| TASK OBJECTIVE |
In your copy, include every record exactly and no pictures.

| RAW DATA |
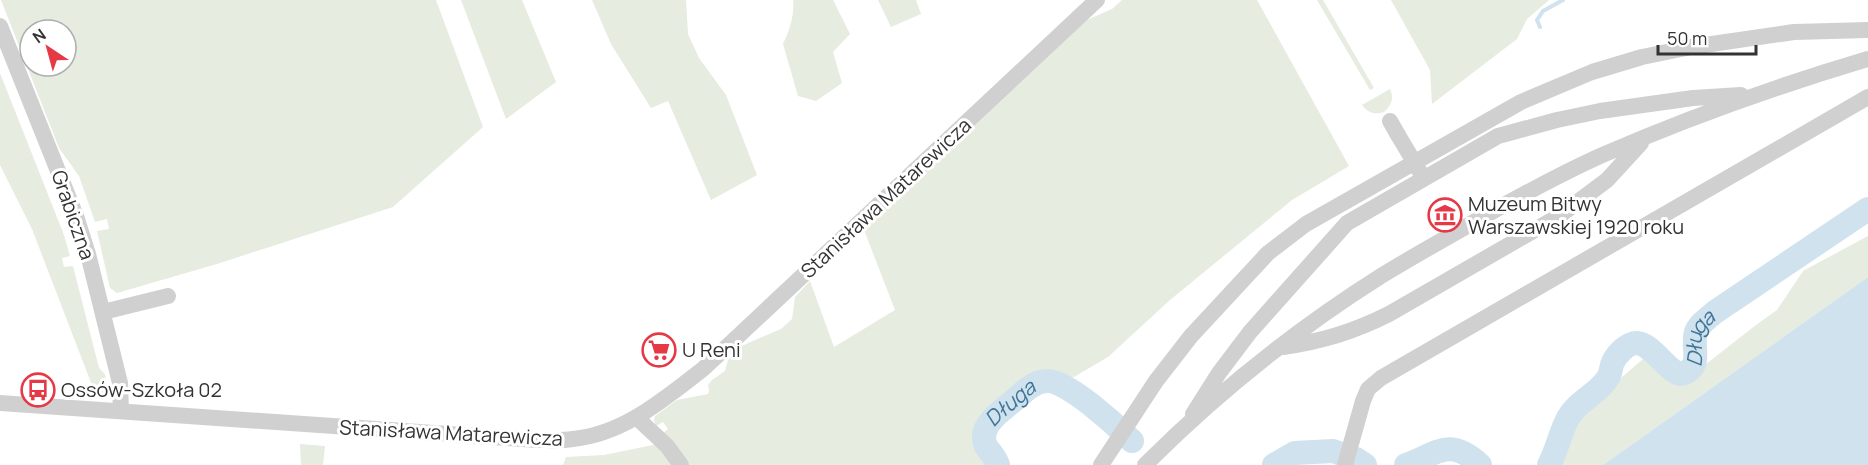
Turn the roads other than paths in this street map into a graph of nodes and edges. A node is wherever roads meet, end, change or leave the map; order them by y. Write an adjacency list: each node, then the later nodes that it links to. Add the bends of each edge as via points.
1 (1097, 0): 15 (street, Stanisława Matarewicza, via 703,369)
2 (0, 26): 11 (street, Grabiczna, via 76,216)
3 (1868, 30): 17 (street, via 1794,32 1642,57 1592,72 1521,102 1306,224 1268,254 1191,336 1132,415)
4 (1868, 59): 5 (street)
5 (1760, 94): 8 (street); 9 (street, via 1650,103 1557,120 1498,136)
6 (1868, 97): 20 (street, via 1381,378 1368,389 1363,400)
7 (1394, 128): 9 (street, bridge)
8 (1647, 137): 12 (street, via 1598,157 1494,211 1382,275); 12 (street, via 1606,180 1528,234 1367,325 1336,337)
9 (1422, 175): 16 (street, via 1347,223 1250,332)
10 (168, 296): 11 (street)
11 (103, 312): 14 (street, Grabiczna, via 120,383)
12 (1280, 348): 16 (street)
13 (0, 403): 14 (street, Stanisława Matarewicza)
14 (120, 411): 15 (street, Stanisława Matarewicza, via 545,440 592,436)
15 (636, 417): 18 (street)
16 (1185, 427): 19 (street)
17 (1105, 459)
18 (681, 465)
19 (1145, 465)
20 (1345, 465)

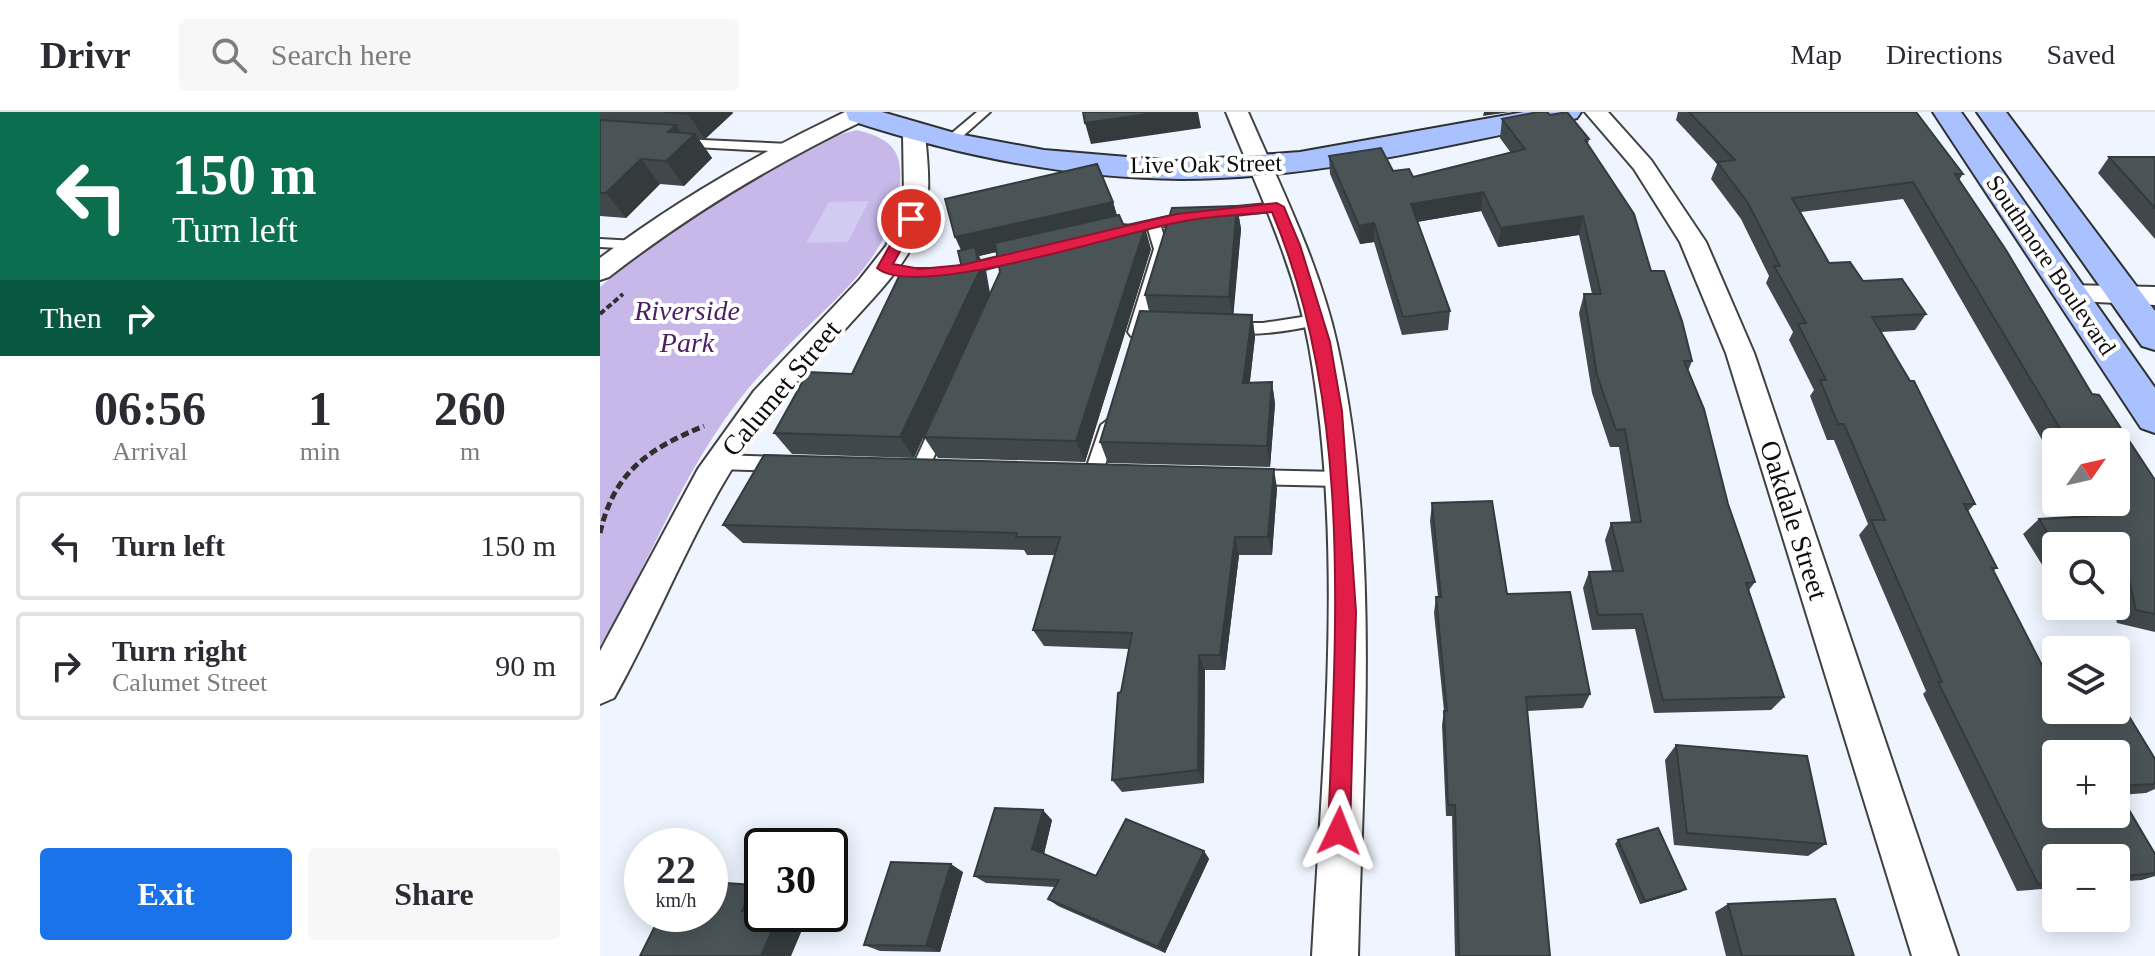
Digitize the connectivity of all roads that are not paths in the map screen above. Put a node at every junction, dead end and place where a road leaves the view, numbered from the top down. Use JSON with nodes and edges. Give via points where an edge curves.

| RESULT |
Turn the roads other than paths in this street map into a graph of nodes and edges. A node is wherever roads meet, end, change or leave the map; order them by y. Write an adjacency list: each node, then the later nodes that it links to. Add the bends of each edge as via points.
1 (1097, 0): 15 (street, Stanisława Matarewicza, via 703,369)
2 (0, 26): 11 (street, Grabiczna, via 76,216)
3 (1868, 30): 17 (street, via 1794,32 1642,57 1592,72 1521,102 1306,224 1268,254 1191,336 1132,415)
4 (1868, 59): 5 (street)
5 (1760, 94): 8 (street); 9 (street, via 1650,103 1557,120 1498,136)
6 (1868, 97): 20 (street, via 1381,378 1368,389 1363,400)
7 (1394, 128): 9 (street, bridge)
8 (1647, 137): 12 (street, via 1598,157 1494,211 1382,275); 12 (street, via 1606,180 1528,234 1367,325 1336,337)
9 (1422, 175): 16 (street, via 1347,223 1250,332)
10 (168, 296): 11 (street)
11 (103, 312): 14 (street, Grabiczna, via 120,383)
12 (1280, 348): 16 (street)
13 (0, 403): 14 (street, Stanisława Matarewicza)
14 (120, 411): 15 (street, Stanisława Matarewicza, via 545,440 592,436)
15 (636, 417): 18 (street)
16 (1185, 427): 19 (street)
17 (1105, 459)
18 (681, 465)
19 (1145, 465)
20 (1345, 465)

Digitize the connectivity of all roads that are not paths in the map screen above. Put a node at every junction, dead end and place where a road leaves the view, numbered from the top down. Use JSON with nodes and edges. Give via points where an edge curves.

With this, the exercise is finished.